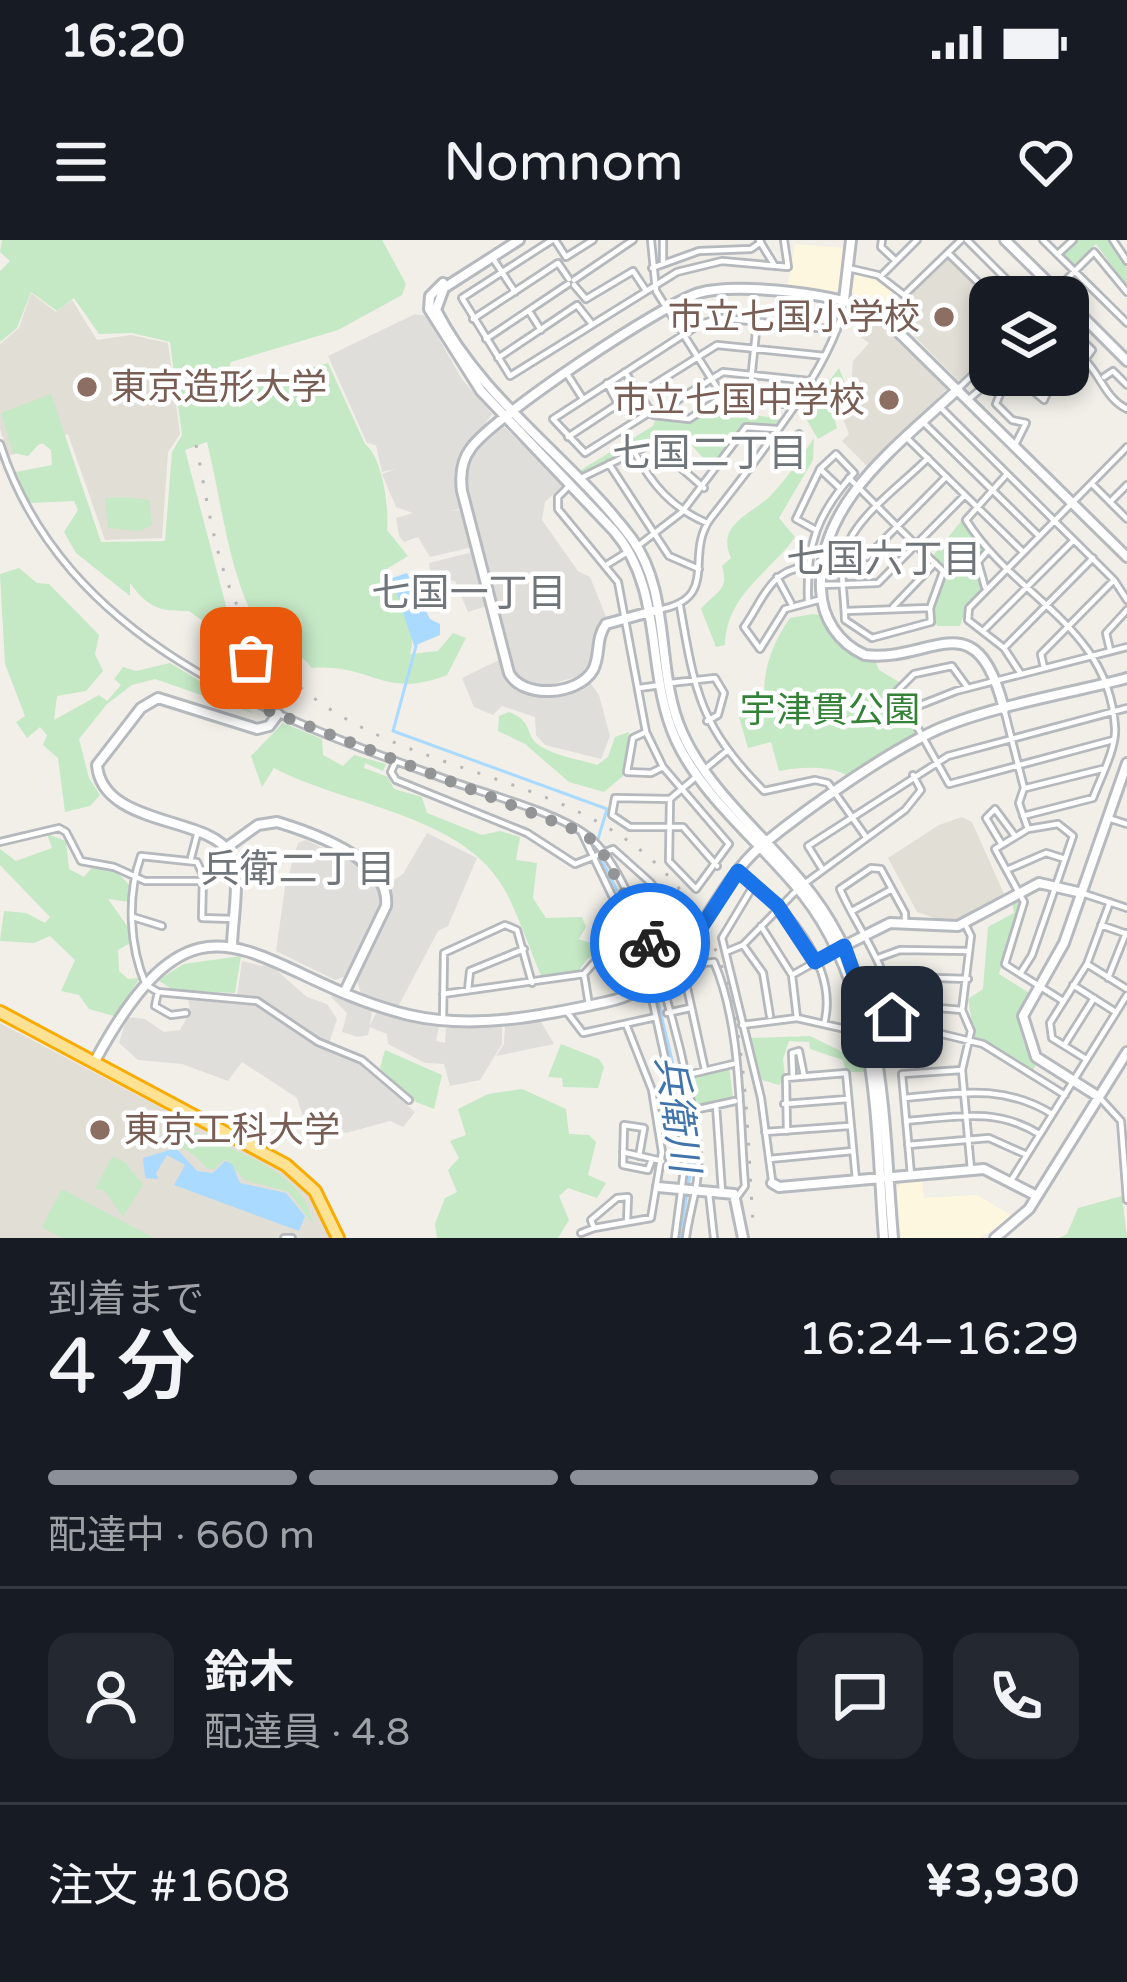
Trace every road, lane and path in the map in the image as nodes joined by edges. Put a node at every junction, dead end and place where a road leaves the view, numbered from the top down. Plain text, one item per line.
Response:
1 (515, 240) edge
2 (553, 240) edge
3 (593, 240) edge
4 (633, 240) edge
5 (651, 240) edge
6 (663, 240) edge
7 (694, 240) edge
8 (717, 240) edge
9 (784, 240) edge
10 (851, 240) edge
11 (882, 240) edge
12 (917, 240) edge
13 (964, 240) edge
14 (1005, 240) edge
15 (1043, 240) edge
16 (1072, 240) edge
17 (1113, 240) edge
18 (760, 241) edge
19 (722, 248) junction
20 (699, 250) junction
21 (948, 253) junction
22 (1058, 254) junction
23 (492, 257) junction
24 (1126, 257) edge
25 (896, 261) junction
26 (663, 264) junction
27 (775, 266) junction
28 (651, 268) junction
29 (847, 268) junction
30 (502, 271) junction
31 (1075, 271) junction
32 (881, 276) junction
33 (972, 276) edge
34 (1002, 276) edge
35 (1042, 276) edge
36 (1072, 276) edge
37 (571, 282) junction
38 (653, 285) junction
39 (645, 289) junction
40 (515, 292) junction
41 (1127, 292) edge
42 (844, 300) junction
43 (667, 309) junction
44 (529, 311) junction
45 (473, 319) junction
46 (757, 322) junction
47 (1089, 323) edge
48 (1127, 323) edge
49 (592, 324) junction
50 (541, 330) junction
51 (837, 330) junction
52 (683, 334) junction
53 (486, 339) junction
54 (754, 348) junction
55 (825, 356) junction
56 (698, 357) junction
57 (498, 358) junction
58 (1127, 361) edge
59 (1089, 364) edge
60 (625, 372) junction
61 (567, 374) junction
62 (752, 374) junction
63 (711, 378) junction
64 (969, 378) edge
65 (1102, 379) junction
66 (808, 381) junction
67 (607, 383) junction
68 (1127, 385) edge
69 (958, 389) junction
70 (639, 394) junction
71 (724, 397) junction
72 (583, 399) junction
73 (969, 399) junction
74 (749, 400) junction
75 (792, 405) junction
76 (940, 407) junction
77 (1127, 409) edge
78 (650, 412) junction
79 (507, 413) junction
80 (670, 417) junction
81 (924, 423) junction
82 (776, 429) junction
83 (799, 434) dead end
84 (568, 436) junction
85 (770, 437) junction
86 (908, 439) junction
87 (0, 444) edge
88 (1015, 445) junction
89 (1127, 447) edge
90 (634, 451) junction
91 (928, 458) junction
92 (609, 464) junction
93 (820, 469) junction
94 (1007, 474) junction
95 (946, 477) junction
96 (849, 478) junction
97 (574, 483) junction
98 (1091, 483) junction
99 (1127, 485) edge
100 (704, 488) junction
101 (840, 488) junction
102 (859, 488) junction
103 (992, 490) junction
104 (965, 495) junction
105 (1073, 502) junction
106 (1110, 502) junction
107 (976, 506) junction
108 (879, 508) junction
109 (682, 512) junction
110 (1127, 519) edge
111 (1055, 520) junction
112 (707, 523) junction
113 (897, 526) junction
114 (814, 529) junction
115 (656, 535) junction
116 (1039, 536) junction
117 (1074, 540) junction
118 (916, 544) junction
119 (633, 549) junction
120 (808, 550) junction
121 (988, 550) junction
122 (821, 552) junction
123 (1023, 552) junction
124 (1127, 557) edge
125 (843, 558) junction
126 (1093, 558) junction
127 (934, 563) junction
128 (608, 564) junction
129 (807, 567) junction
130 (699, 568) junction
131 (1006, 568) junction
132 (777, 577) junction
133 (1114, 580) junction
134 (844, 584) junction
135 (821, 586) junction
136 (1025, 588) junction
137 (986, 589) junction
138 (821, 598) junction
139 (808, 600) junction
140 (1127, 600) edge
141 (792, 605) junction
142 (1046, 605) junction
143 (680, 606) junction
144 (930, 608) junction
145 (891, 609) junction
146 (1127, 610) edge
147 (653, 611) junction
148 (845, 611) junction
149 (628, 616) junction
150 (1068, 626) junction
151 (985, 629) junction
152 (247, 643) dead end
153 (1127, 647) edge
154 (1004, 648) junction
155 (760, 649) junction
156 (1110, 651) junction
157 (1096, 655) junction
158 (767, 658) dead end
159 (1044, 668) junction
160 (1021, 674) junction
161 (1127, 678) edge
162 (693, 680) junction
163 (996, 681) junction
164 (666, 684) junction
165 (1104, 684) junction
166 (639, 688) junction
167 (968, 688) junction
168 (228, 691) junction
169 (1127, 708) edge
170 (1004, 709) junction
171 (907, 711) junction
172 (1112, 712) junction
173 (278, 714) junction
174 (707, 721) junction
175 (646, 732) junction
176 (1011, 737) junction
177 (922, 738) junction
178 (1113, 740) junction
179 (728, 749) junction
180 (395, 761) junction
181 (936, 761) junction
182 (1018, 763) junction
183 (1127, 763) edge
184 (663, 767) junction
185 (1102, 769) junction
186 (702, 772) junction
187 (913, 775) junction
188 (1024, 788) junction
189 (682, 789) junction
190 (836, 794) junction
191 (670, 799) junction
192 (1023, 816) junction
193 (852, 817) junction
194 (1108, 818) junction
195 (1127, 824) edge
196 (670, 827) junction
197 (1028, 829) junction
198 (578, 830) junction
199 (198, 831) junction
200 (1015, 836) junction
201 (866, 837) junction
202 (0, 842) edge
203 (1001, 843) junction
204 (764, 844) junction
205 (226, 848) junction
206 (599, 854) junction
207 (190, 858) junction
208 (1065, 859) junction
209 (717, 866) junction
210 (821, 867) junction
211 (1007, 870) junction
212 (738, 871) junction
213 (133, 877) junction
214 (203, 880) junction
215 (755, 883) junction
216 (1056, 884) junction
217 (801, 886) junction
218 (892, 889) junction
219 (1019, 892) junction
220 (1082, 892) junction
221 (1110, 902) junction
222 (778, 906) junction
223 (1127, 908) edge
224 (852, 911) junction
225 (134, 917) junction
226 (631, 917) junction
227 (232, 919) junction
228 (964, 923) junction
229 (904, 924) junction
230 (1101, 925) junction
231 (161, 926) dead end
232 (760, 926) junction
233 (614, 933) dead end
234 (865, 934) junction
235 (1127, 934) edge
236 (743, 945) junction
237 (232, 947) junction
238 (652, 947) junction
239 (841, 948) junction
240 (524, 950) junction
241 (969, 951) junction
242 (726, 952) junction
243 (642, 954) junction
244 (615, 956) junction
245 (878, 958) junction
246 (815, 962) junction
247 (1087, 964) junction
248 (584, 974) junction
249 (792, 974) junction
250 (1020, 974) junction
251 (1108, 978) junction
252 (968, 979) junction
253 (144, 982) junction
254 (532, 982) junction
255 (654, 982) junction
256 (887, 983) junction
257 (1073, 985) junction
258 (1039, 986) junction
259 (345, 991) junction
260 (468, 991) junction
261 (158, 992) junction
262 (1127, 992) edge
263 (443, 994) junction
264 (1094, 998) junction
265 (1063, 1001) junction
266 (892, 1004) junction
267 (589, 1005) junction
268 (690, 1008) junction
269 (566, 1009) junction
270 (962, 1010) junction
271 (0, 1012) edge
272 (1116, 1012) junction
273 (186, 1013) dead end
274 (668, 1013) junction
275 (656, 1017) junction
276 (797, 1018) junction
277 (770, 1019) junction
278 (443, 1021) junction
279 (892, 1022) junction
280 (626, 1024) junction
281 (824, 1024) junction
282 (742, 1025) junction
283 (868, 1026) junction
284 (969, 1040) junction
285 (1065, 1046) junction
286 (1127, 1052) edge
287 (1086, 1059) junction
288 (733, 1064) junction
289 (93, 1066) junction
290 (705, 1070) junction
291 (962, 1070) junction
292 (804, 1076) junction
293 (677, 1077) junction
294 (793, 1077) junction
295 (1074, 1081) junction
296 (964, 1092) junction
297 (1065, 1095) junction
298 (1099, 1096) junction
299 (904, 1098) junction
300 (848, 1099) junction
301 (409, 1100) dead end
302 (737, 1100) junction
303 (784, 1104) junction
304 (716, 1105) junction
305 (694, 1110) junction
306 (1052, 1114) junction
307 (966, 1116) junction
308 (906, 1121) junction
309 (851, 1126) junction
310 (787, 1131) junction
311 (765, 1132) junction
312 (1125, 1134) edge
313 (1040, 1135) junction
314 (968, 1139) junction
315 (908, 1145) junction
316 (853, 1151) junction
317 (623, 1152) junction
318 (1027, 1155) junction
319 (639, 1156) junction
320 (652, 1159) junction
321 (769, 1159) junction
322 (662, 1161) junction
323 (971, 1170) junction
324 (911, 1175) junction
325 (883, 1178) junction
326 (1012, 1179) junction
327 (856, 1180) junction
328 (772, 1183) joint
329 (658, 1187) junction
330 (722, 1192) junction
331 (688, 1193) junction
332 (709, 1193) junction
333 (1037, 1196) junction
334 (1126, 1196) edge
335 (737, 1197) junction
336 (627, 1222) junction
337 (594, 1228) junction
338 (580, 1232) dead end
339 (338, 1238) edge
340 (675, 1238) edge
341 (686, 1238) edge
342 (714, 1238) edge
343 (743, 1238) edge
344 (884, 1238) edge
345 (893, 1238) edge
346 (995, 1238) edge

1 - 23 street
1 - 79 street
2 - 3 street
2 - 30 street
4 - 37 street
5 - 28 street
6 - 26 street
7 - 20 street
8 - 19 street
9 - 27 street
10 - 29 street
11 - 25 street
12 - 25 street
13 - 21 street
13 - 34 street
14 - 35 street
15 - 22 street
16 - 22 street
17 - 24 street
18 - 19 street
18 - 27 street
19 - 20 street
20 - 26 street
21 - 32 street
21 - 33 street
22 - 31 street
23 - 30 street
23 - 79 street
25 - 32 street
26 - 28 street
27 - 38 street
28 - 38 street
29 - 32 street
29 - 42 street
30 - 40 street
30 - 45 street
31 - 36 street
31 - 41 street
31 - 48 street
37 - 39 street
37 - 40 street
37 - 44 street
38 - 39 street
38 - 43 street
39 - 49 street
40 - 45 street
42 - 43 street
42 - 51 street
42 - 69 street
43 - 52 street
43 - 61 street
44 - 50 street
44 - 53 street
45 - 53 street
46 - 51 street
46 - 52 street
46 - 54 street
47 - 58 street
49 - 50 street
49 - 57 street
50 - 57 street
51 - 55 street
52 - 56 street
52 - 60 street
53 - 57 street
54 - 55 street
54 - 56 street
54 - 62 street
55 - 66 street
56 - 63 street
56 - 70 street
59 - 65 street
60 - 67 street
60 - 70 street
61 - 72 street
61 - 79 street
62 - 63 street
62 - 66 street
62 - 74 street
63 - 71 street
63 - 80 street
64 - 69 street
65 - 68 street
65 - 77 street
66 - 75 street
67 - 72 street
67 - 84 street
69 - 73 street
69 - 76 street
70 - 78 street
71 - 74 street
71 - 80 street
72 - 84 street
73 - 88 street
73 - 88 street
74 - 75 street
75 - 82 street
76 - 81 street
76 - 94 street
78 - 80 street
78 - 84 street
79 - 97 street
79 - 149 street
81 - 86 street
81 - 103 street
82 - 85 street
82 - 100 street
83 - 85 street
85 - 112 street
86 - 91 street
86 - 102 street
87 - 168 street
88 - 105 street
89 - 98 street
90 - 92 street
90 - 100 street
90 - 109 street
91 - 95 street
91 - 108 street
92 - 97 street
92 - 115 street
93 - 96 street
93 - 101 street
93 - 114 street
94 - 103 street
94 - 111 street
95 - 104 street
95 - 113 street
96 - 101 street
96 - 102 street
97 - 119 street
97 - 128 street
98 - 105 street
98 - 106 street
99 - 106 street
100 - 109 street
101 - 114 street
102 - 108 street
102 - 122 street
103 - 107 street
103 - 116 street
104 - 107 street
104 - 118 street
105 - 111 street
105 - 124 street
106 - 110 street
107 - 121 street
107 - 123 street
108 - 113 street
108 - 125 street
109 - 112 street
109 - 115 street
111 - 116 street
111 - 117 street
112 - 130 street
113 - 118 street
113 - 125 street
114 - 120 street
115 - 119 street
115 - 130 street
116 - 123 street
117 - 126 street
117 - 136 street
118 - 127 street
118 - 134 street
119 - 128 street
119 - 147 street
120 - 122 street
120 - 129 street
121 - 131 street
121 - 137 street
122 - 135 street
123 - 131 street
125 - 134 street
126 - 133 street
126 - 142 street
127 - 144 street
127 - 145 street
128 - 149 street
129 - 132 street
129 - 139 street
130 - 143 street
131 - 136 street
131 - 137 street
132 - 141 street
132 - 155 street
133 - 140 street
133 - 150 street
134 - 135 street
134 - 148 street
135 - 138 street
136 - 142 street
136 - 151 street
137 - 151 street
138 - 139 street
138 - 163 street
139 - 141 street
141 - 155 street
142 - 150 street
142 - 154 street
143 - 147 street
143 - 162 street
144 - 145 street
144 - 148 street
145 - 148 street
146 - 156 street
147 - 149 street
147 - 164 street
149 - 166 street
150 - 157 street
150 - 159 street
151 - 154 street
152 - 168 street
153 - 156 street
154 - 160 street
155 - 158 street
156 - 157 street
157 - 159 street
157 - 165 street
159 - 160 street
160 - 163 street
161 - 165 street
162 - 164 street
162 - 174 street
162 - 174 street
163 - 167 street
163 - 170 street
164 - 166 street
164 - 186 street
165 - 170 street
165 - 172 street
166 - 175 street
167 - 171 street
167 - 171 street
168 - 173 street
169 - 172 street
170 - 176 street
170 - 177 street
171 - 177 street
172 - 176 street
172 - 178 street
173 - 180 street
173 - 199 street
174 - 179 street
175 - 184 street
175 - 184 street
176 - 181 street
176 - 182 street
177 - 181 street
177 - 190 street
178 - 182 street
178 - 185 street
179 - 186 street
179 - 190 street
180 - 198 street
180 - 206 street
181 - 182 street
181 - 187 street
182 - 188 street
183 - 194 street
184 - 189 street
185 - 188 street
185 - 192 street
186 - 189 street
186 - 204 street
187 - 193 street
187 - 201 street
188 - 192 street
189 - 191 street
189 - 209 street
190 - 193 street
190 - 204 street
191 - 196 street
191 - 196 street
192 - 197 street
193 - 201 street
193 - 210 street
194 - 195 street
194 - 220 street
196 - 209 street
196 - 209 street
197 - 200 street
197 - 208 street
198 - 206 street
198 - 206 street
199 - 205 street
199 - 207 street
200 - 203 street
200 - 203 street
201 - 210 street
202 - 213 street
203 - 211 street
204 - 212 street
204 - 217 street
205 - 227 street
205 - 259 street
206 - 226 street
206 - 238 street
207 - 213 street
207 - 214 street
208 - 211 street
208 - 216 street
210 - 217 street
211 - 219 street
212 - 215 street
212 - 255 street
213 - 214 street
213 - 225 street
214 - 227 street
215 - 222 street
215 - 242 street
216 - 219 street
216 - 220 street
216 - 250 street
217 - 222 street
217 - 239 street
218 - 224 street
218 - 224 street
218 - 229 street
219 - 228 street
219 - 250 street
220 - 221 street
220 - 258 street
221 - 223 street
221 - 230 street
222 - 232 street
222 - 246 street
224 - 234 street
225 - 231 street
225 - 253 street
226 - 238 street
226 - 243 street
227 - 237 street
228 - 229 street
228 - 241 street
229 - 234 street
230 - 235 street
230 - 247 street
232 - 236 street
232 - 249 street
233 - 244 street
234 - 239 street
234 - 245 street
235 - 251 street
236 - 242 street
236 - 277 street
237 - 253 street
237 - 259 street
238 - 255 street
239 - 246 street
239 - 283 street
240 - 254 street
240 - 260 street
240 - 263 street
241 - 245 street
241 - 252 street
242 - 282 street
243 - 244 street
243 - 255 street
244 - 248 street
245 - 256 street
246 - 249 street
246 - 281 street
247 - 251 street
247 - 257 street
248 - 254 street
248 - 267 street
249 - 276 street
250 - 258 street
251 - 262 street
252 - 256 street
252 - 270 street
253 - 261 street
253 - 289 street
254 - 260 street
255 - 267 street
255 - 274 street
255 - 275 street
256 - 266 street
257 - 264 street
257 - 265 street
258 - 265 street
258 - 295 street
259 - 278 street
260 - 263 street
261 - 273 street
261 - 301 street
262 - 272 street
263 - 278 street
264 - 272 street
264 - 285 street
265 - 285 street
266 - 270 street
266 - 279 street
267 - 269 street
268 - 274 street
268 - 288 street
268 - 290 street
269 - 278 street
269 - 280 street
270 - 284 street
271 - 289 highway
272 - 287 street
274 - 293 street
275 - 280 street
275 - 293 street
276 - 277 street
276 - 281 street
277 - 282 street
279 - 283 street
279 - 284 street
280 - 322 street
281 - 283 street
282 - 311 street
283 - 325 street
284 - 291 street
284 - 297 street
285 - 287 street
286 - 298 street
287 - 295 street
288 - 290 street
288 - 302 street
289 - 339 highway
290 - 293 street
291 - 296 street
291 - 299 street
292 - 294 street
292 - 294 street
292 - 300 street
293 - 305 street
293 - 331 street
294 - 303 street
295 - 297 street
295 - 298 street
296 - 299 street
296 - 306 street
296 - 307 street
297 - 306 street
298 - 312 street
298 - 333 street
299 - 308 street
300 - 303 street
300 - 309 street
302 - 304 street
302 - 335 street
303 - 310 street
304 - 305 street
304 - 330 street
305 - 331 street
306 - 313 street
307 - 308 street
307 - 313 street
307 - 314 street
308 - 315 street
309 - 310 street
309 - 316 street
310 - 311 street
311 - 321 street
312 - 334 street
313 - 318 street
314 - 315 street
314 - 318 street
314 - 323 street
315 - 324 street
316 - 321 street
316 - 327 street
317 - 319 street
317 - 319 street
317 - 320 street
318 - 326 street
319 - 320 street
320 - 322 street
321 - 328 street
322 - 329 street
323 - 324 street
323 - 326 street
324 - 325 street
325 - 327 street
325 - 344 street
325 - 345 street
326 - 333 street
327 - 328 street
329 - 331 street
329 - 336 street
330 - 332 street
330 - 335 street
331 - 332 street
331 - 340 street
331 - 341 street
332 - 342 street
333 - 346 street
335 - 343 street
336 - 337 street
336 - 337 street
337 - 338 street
==
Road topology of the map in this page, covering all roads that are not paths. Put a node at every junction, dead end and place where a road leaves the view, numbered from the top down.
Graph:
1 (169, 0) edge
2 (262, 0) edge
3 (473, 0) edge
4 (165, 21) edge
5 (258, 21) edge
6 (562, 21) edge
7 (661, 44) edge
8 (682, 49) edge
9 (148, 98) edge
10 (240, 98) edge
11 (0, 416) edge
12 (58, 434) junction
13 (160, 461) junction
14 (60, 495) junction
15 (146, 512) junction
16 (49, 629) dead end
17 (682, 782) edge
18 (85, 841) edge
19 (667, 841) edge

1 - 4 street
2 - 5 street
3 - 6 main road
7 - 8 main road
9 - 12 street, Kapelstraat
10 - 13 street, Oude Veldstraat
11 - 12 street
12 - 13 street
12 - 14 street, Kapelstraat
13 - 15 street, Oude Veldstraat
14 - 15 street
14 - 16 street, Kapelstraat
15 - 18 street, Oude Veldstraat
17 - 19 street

- [Exercise requirements] The answer should consist of every line from the listing above that includes the word "view".

- [Response]
Trace every road, lane and path in the map in the image as nodes joined by edges. Put a node at every junction, dead end and place where a road leaves the view, numbered from the top down. Plain text, one item per line.
Road topology of the map in this page, covering all roads that are not paths. Put a node at every junction, dead end and place where a road leaves the view, numbered from the top down.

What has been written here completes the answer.